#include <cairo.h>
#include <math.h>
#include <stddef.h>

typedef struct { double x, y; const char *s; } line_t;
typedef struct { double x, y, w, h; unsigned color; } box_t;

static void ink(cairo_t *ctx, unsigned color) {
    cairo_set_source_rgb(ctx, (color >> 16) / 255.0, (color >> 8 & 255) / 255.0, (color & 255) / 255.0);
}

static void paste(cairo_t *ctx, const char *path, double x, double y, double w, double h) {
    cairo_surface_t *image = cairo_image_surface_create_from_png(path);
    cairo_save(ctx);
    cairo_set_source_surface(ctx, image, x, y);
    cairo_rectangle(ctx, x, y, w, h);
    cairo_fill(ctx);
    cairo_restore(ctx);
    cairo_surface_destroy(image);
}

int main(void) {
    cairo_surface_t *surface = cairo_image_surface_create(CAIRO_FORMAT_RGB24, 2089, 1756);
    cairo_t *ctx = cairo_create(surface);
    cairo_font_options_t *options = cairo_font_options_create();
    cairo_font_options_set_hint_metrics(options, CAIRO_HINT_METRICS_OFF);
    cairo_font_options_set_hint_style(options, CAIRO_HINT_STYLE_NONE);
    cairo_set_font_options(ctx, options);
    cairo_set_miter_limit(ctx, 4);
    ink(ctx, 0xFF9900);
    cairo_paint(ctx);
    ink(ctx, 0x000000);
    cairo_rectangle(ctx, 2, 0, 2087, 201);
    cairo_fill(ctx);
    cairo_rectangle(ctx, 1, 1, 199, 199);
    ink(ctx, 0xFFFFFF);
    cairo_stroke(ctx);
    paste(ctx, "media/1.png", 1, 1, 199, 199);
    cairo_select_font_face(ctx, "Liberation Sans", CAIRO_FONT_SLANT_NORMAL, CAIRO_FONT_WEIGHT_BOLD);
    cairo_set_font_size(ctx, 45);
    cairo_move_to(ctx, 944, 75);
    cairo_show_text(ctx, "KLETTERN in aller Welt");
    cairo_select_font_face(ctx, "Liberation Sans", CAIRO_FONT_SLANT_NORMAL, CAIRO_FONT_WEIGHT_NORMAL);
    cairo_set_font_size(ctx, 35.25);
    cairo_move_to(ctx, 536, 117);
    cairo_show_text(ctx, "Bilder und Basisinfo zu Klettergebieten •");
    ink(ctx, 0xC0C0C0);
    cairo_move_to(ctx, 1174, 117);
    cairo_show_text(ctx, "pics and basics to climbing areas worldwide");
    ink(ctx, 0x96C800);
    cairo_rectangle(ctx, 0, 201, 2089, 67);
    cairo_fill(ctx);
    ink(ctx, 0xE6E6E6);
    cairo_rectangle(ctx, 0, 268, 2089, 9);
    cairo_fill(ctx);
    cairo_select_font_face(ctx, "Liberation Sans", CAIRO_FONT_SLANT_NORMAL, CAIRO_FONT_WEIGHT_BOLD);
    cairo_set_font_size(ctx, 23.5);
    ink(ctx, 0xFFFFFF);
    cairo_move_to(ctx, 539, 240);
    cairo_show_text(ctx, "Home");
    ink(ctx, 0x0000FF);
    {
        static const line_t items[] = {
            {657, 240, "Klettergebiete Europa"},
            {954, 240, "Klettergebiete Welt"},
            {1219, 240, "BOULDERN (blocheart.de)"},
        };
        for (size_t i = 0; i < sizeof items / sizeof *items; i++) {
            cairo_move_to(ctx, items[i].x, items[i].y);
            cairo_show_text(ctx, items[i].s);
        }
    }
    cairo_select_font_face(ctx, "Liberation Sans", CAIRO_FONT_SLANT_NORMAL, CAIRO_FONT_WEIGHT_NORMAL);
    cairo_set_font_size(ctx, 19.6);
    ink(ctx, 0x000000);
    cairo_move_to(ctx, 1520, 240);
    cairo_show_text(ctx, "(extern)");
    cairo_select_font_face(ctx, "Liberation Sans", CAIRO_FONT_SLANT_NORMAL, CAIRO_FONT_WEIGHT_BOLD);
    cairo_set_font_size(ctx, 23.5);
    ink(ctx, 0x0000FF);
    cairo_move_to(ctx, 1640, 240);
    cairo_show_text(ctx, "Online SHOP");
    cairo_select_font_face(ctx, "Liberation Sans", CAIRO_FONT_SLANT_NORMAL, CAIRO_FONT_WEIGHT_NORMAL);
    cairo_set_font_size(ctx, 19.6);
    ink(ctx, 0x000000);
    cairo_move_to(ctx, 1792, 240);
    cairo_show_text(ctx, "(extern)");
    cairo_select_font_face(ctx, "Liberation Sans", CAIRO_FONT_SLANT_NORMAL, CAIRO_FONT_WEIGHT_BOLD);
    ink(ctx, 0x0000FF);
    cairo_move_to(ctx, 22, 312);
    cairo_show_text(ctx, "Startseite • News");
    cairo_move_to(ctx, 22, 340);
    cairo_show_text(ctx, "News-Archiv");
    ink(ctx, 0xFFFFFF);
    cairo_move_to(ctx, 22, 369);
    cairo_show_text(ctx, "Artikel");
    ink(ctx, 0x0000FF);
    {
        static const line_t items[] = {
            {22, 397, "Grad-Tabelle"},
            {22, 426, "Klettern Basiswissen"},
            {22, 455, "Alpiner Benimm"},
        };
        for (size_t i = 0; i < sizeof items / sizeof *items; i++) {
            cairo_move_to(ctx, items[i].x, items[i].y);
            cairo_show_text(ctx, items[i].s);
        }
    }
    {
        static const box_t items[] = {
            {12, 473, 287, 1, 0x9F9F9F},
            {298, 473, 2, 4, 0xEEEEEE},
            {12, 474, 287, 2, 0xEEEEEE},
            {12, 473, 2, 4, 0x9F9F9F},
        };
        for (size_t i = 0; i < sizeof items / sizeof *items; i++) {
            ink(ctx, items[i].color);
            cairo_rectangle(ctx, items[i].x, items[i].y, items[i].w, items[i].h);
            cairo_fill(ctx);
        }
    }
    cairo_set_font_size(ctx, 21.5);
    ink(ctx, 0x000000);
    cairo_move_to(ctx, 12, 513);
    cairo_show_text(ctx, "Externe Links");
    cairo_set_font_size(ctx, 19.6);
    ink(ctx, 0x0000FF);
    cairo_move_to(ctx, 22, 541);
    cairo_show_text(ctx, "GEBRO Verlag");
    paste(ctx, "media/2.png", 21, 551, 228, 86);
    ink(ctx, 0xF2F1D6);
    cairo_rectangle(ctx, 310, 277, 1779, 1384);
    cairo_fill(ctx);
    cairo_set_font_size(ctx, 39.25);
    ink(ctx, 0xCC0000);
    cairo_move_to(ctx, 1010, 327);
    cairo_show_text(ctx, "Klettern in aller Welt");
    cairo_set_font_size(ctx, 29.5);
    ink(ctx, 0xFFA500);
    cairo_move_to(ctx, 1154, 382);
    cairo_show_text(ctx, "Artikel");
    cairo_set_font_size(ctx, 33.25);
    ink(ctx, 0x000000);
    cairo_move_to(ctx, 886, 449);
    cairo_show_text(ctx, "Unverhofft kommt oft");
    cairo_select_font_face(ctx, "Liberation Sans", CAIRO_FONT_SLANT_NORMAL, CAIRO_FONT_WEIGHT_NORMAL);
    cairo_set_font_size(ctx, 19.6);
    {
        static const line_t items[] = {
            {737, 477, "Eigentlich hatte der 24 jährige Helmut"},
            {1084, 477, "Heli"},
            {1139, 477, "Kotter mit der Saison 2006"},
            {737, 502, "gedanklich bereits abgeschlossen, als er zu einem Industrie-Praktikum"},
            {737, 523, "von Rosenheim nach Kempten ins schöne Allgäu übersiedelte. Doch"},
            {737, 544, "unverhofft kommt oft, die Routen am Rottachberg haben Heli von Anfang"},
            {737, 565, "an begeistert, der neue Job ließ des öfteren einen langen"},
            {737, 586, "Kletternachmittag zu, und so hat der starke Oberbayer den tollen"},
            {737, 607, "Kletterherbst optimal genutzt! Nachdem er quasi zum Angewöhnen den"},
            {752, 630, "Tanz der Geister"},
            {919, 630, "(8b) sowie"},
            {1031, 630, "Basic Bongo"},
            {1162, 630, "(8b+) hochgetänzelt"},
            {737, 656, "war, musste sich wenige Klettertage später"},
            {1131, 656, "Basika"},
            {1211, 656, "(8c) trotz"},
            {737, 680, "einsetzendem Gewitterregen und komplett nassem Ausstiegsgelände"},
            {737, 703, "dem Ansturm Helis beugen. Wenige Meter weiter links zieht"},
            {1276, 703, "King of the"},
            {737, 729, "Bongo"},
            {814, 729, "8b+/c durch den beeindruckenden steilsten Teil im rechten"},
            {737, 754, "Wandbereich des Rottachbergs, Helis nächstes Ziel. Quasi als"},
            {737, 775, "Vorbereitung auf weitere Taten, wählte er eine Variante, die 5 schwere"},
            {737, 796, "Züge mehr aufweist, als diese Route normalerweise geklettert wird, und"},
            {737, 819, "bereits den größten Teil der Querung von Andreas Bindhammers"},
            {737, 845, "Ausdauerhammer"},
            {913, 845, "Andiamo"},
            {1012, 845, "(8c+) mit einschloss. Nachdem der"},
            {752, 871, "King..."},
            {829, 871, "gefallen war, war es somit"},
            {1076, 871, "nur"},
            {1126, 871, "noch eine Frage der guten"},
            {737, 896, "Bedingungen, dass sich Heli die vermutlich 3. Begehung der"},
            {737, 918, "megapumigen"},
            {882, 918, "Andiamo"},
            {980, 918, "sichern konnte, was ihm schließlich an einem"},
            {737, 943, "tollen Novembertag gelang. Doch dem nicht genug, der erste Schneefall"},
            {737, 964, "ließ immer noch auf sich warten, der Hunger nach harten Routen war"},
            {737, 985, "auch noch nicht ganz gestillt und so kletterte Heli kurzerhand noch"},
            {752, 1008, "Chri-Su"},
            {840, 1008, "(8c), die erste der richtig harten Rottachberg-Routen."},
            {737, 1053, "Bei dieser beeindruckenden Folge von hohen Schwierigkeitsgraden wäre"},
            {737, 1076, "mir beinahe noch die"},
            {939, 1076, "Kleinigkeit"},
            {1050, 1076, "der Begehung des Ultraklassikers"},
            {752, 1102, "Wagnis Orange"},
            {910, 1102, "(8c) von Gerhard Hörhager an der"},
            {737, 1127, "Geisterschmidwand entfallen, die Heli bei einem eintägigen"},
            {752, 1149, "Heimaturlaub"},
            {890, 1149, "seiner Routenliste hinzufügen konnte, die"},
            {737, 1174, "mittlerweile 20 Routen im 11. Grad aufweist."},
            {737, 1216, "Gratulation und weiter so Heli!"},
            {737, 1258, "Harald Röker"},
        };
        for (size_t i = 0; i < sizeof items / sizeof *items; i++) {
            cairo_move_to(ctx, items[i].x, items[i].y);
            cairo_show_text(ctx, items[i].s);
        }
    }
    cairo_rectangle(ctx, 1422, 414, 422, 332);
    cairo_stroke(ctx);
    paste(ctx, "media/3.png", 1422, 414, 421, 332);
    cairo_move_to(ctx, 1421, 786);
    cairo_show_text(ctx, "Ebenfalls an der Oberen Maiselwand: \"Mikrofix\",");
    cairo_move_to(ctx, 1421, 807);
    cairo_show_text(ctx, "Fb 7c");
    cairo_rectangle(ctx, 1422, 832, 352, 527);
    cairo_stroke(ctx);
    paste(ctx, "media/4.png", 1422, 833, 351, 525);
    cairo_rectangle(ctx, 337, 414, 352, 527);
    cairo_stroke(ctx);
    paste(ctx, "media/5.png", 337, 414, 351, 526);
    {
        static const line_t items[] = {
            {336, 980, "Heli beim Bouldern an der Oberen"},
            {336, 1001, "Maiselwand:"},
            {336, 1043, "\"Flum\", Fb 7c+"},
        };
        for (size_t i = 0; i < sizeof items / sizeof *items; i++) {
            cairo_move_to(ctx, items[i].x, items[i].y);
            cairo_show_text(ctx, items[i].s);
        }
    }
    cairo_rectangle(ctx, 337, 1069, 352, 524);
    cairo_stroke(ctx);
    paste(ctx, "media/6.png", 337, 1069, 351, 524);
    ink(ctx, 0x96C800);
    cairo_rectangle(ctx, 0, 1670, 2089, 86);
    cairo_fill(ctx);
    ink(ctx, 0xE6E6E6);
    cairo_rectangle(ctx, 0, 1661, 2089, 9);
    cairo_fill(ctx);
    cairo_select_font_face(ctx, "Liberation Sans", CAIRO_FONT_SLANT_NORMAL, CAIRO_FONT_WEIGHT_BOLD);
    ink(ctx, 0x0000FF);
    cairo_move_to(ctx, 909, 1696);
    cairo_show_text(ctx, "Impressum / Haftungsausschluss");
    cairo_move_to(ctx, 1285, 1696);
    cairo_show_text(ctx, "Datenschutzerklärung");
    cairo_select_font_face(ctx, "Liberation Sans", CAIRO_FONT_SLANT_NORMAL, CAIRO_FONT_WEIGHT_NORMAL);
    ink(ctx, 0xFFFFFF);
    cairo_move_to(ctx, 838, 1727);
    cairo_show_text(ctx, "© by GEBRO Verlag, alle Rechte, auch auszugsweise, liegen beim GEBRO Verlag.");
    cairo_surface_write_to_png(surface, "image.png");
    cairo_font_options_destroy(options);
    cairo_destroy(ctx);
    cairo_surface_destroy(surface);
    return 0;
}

### WHAT NEEDS TO BE DONE
Exactly reproduce the line containing "cairo_move_to(ctx, 838, 1727);" and all lines after it in the material, stopping only at the end.

### SOLVED PROBLEM
    cairo_move_to(ctx, 838, 1727);
    cairo_show_text(ctx, "© by GEBRO Verlag, alle Rechte, auch auszugsweise, liegen beim GEBRO Verlag.");
    cairo_surface_write_to_png(surface, "image.png");
    cairo_font_options_destroy(options);
    cairo_destroy(ctx);
    cairo_surface_destroy(surface);
    return 0;
}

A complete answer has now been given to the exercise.